# Material shown
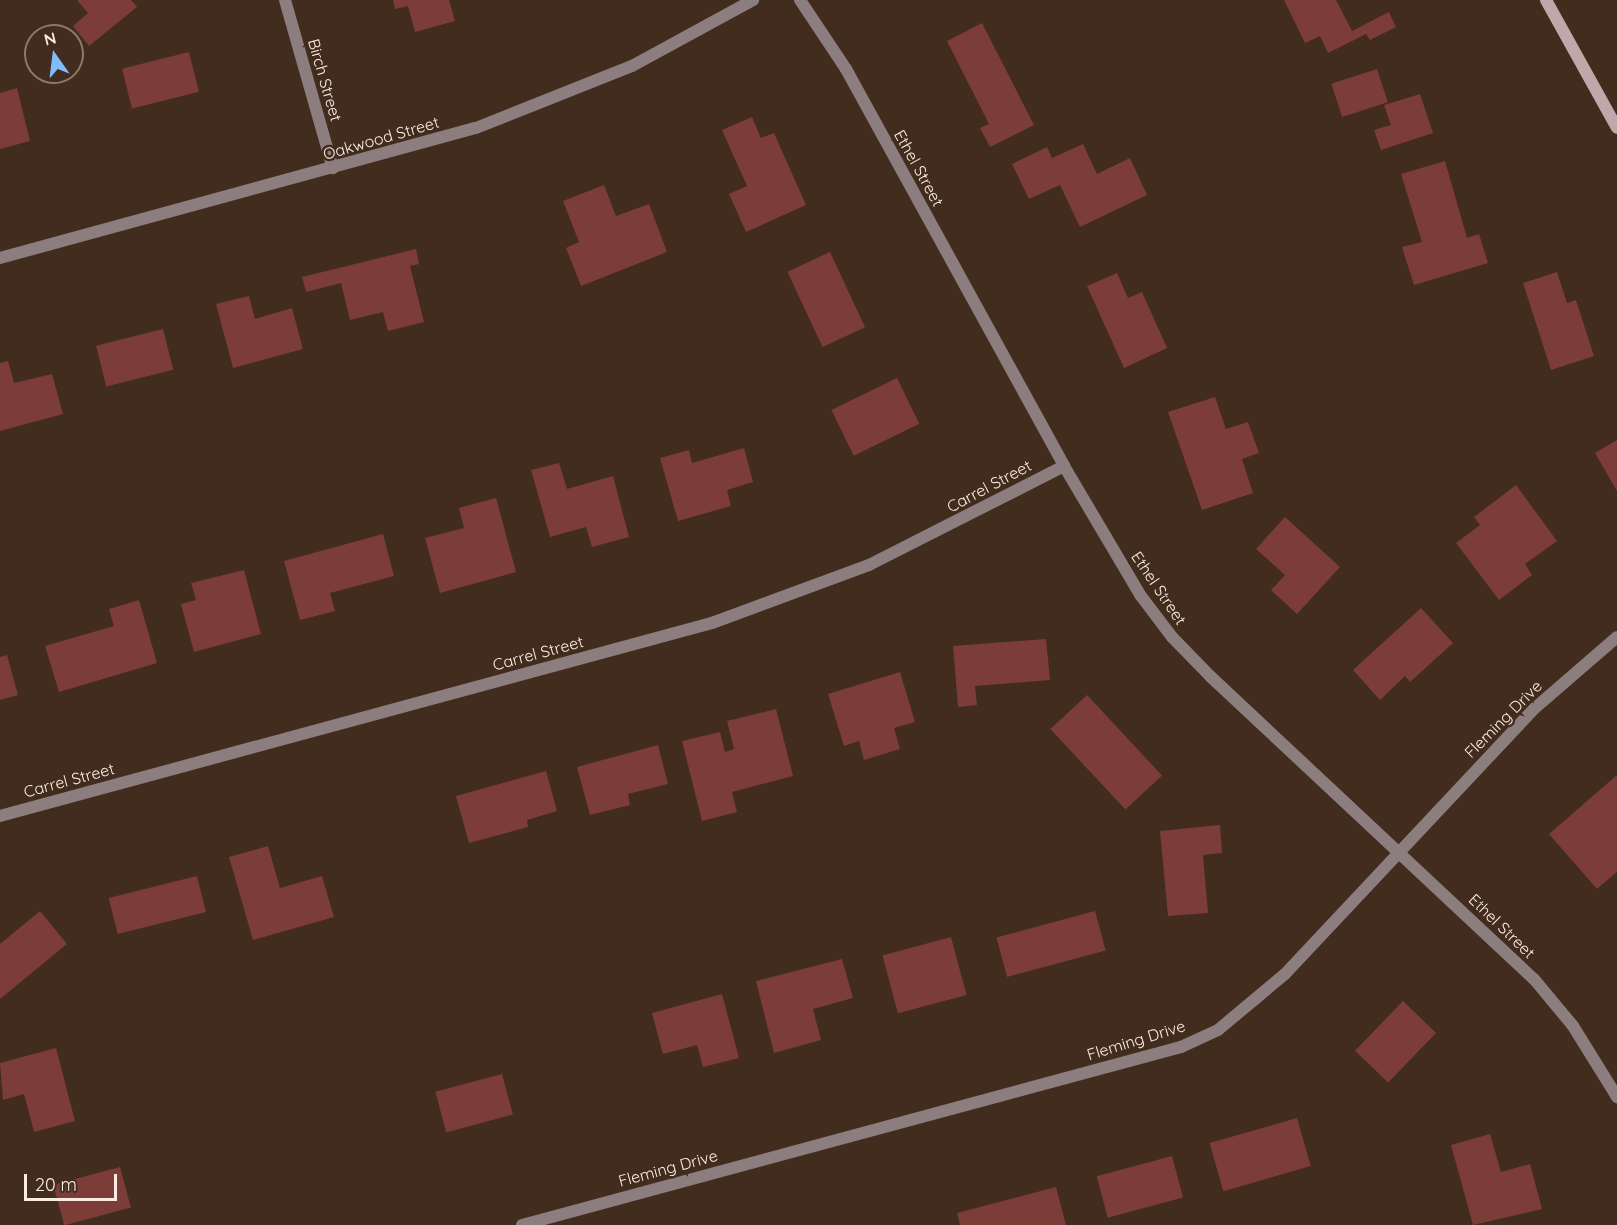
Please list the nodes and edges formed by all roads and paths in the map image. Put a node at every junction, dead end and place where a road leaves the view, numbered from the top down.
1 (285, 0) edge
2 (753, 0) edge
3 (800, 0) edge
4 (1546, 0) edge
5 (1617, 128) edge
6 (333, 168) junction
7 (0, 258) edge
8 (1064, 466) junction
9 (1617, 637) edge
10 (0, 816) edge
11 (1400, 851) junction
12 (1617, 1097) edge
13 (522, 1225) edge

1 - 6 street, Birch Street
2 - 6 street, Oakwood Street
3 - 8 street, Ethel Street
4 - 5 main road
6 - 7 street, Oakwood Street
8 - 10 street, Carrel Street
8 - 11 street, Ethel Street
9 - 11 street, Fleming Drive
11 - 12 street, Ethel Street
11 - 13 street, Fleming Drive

* * *

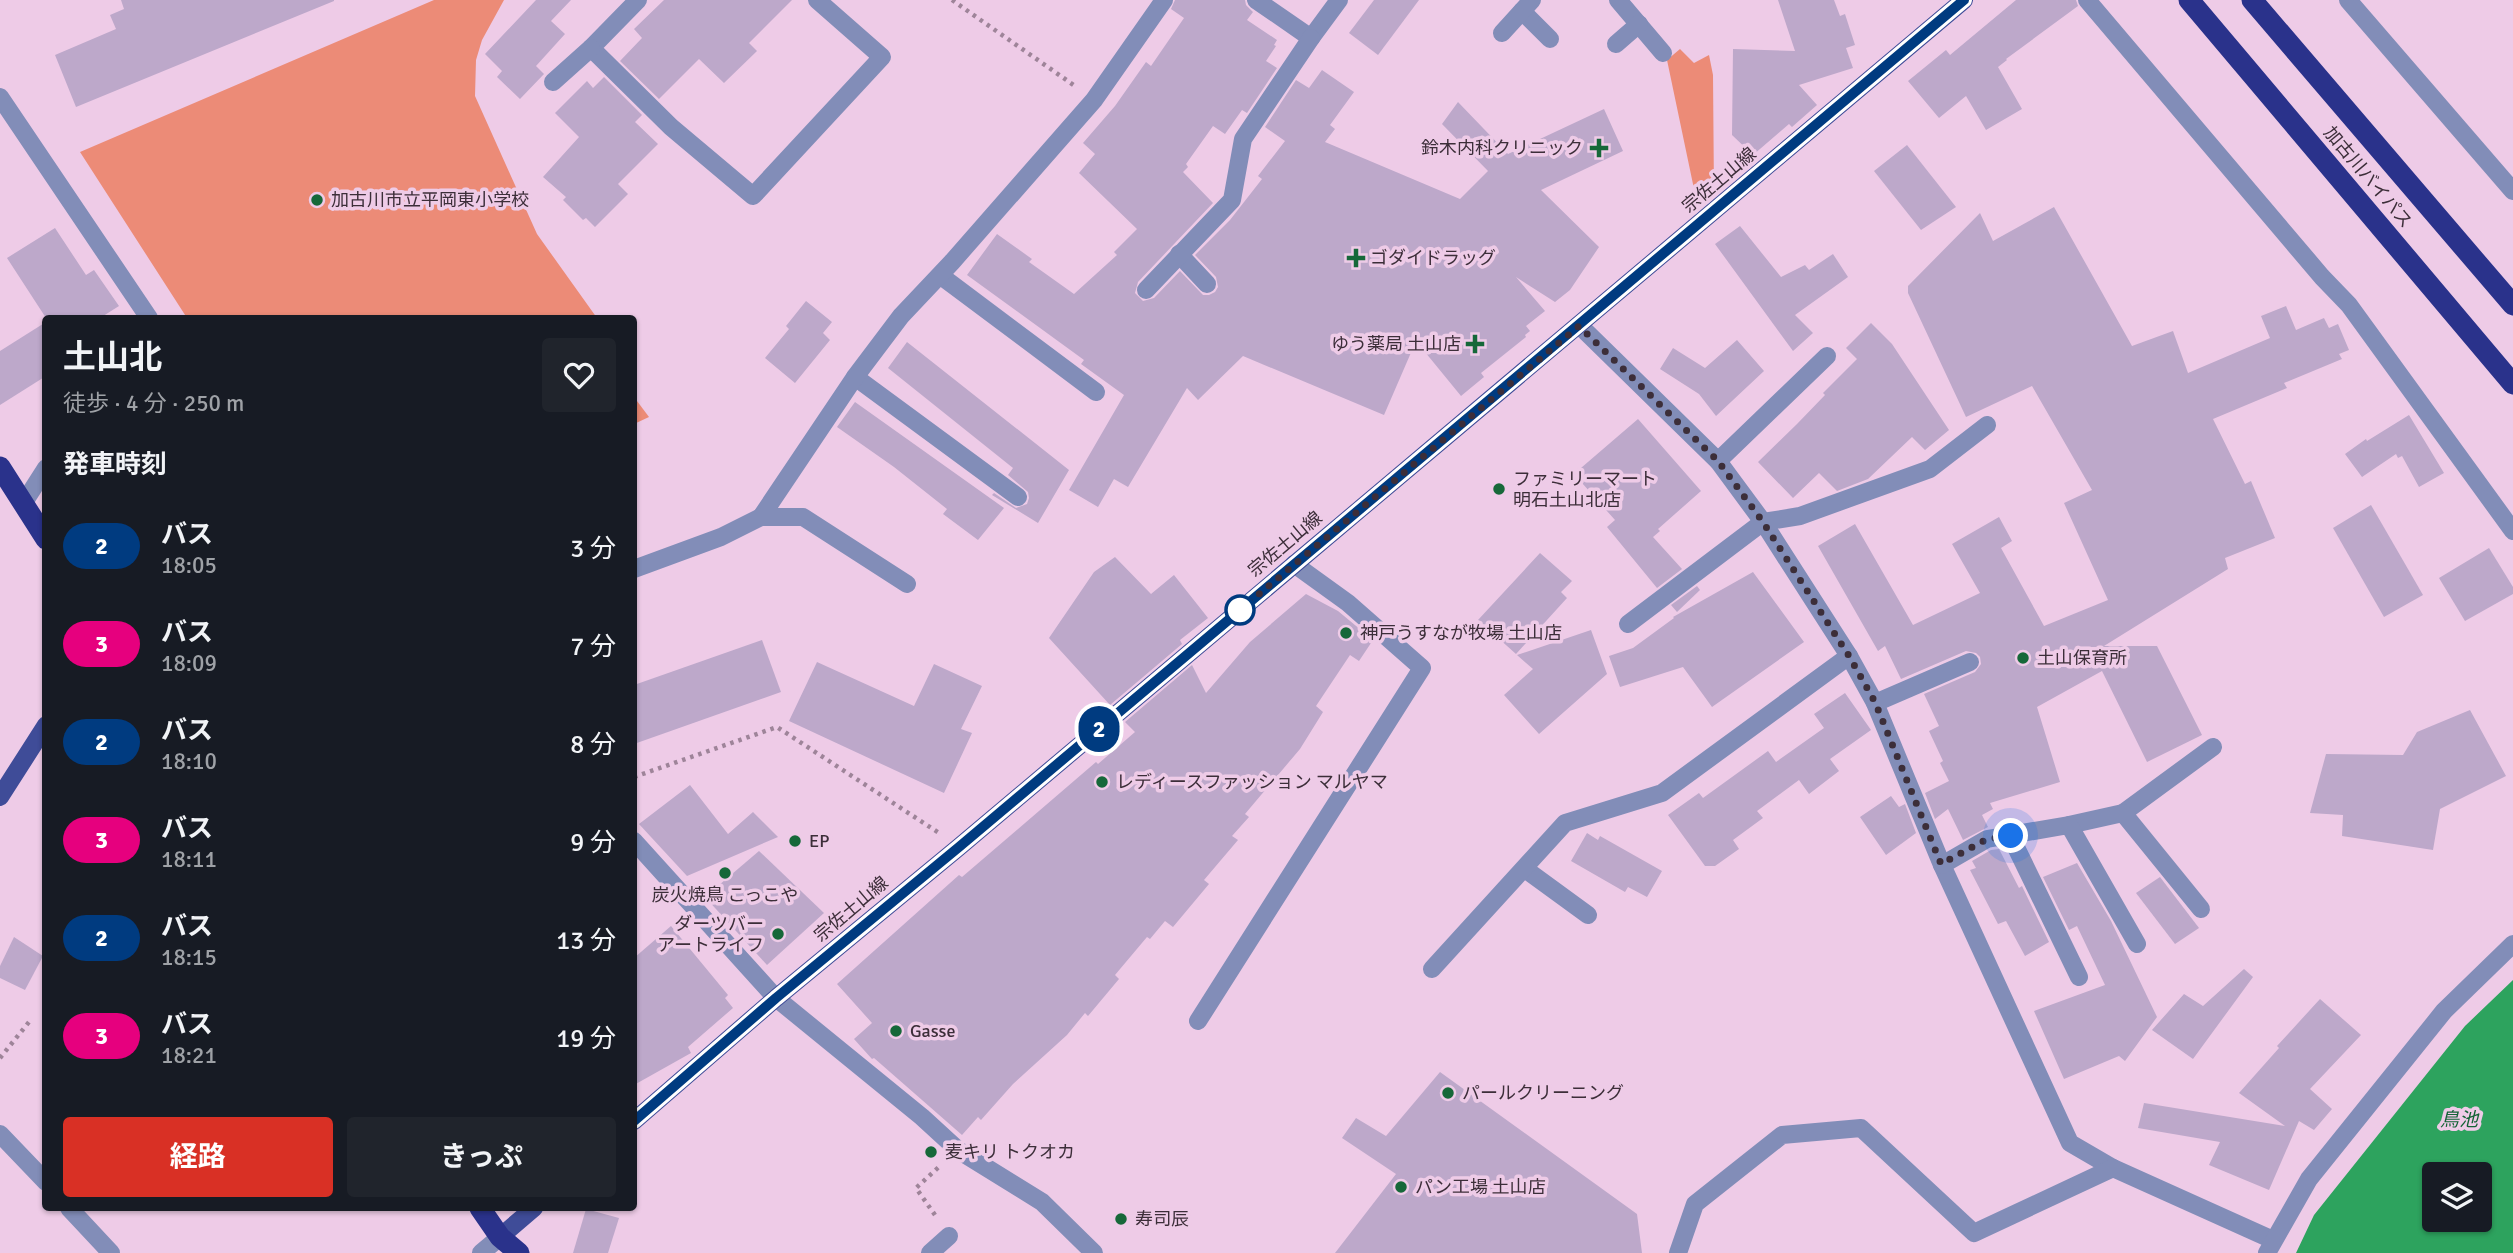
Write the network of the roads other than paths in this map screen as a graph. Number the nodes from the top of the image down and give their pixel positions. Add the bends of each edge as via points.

==

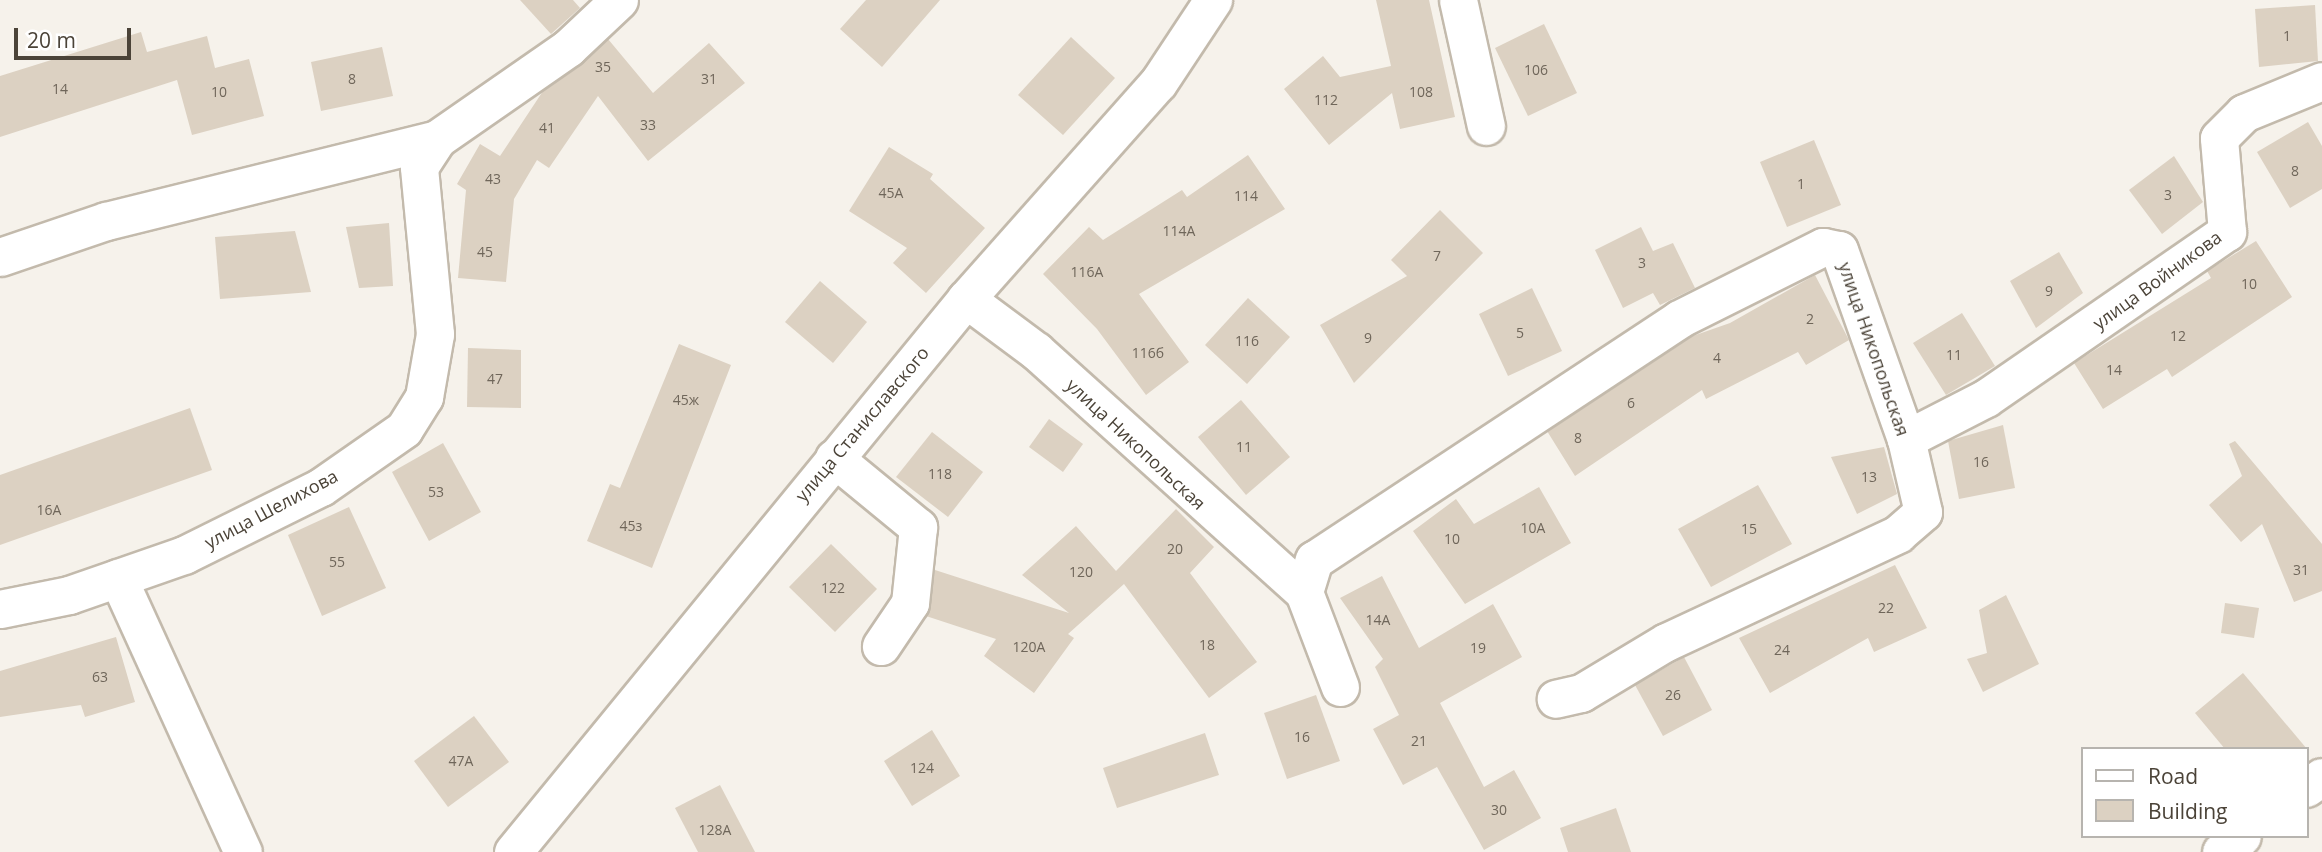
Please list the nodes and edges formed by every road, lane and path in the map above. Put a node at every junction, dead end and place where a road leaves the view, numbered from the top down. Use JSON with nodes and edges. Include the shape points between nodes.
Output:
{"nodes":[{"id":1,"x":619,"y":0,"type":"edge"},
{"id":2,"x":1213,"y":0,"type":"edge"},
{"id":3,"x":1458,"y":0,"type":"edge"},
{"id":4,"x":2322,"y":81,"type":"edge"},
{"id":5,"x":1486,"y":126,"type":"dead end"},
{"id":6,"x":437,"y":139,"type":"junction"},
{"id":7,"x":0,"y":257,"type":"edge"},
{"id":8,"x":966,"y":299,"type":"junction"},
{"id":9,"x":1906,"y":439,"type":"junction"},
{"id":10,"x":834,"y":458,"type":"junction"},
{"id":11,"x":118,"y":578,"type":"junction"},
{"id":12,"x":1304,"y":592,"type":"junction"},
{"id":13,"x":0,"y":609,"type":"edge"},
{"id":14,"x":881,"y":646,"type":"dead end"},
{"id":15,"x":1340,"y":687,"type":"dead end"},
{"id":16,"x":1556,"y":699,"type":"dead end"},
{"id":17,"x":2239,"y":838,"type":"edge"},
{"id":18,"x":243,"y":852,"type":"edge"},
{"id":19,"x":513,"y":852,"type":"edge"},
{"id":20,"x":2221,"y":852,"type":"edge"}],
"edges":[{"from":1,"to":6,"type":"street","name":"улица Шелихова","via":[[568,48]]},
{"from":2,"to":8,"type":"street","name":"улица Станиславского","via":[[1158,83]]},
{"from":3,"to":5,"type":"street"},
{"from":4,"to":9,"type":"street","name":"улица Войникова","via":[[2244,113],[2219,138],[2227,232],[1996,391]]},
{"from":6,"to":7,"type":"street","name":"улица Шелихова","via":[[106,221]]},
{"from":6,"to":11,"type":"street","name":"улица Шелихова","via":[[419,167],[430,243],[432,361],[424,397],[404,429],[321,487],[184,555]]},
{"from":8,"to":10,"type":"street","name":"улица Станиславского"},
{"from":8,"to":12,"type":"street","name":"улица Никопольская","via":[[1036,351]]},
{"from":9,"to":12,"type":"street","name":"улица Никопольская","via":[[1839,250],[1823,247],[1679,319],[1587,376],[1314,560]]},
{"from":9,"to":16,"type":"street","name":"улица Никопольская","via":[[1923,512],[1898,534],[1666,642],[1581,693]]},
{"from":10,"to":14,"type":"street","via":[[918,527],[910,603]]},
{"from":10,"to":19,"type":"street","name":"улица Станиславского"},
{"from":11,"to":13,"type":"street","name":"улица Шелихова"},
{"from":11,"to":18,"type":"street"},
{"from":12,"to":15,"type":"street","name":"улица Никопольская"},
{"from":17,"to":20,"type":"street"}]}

# Your task
Say how many lines in this listing hold the string "points", giving the count and nothing more.

# Output
2